Political Turmoil In The Central African Republic
The Central African Republic, classified as one of the world’s least developed countries, grapples with pervasive poverty and political instability. Half of its national GDP is derived from the agricultural sector, with primary food products including peanuts, millet, maize, plantains, cassava, sorghum, and sesame. The country exports major cash crops such as cotton, tobacco, and coffee, while timber constitutes 16% of its export income. The diamond industry plays a pivotal role, contributing a substantial 54% to total exports.
Despite the challenging conditions, the Central African Republic experienced a modest economic uptick in 2014. This improvement occurred despite underdeveloped labor markets and lax enforcement of labor policies. The positive momentum can be attributed to the restoration of a critical road corridor linking the capital and largest city, Bangui, facilitating transport and commercial transactions with Douala in Cameroon. Anticipated further progress in the coming years hinges on improving security and enhancing foreign relations.
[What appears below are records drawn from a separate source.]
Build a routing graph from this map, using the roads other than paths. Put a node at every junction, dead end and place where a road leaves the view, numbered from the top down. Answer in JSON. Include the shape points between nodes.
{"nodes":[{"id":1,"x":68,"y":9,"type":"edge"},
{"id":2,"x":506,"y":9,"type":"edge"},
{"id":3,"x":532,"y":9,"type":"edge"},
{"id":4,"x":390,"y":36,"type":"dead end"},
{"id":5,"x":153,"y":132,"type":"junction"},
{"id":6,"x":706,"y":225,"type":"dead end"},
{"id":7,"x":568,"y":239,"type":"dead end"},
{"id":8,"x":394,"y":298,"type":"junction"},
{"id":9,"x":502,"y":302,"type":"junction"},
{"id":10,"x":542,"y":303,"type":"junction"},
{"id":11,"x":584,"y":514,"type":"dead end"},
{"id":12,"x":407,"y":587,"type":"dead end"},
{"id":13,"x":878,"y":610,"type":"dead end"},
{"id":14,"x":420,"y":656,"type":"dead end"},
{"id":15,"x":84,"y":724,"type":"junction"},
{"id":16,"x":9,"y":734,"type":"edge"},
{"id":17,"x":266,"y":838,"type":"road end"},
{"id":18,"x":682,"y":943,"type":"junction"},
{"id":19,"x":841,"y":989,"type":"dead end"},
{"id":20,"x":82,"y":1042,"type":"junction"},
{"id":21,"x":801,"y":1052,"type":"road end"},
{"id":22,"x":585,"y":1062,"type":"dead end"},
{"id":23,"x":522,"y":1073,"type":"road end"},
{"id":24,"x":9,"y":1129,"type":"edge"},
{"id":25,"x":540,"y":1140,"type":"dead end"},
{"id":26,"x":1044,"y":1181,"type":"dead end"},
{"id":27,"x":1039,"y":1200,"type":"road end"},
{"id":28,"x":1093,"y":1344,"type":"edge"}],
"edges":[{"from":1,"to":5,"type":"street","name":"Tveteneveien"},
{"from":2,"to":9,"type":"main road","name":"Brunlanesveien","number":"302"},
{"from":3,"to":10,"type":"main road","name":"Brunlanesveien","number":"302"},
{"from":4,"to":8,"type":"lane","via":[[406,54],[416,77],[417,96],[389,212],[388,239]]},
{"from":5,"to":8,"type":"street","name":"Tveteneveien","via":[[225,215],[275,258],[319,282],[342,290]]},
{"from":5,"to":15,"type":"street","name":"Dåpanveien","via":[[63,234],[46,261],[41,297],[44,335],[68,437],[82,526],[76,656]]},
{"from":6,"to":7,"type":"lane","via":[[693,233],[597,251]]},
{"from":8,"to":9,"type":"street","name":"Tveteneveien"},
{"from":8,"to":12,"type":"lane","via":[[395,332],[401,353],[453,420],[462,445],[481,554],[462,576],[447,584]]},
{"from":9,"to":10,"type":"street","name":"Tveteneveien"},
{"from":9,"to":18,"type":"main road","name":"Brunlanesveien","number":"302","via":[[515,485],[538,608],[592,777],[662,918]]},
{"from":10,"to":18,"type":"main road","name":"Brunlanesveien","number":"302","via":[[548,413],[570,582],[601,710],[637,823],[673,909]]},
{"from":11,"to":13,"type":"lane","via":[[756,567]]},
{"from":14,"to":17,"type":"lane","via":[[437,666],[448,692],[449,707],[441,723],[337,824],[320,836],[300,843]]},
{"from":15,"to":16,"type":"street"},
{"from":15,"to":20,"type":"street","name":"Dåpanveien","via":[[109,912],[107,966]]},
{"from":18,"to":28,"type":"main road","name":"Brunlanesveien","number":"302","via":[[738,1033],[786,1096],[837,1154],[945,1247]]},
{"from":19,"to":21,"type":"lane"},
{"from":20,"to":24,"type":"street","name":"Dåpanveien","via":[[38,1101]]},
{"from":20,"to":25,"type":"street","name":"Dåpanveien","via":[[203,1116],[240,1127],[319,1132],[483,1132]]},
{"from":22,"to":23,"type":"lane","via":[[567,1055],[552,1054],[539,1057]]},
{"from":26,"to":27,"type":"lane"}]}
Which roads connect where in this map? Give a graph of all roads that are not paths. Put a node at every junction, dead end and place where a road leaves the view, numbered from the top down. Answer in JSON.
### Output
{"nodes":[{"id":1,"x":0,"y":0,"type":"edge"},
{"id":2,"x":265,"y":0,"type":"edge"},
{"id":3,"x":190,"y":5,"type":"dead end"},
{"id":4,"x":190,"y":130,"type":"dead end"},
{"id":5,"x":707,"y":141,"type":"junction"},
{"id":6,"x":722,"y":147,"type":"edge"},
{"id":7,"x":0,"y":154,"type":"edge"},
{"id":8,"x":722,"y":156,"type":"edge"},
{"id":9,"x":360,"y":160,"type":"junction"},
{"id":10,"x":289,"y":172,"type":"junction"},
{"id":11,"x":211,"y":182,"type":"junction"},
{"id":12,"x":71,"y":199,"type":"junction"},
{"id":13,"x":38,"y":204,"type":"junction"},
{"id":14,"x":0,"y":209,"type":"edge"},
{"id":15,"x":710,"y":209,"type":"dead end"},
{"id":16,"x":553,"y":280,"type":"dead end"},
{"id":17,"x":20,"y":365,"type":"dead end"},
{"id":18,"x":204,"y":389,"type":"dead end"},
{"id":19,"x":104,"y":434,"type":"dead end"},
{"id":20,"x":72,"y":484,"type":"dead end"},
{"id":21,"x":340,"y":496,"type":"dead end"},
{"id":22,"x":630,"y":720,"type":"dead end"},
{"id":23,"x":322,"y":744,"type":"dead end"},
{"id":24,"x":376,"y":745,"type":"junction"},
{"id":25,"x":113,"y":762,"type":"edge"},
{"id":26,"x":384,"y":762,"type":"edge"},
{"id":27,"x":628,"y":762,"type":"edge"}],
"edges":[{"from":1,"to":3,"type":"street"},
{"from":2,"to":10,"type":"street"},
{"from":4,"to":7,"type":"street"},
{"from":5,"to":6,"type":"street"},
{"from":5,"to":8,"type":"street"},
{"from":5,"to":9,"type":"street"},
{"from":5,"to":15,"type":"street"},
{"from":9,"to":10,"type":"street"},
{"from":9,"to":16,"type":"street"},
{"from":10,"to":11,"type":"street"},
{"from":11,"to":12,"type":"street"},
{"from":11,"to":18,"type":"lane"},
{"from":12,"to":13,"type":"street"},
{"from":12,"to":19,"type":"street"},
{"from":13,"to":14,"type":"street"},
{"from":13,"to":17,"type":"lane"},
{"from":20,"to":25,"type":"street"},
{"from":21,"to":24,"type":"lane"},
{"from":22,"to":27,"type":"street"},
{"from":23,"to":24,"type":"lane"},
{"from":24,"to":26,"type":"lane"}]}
Two Countries Combine To Depict A Global Picture
In both instances, significant internal factors contribute to the low export levels of food products. In Libya, the prioritization of more economically lucrative prospects over agriculture stems from challenging environmental conditions, prompting a shift away from emphasizing agricultural pursuits. Meanwhile, in the Central African Republic, the combination of inadequate infrastructure and political instability creates limited avenues for exporting agricultural goods, despite the sector being a predominant source of employment. These cases offer a comprehensive understanding of the prevalent factors leading nations to attain the distinction of the lowest values in food exports.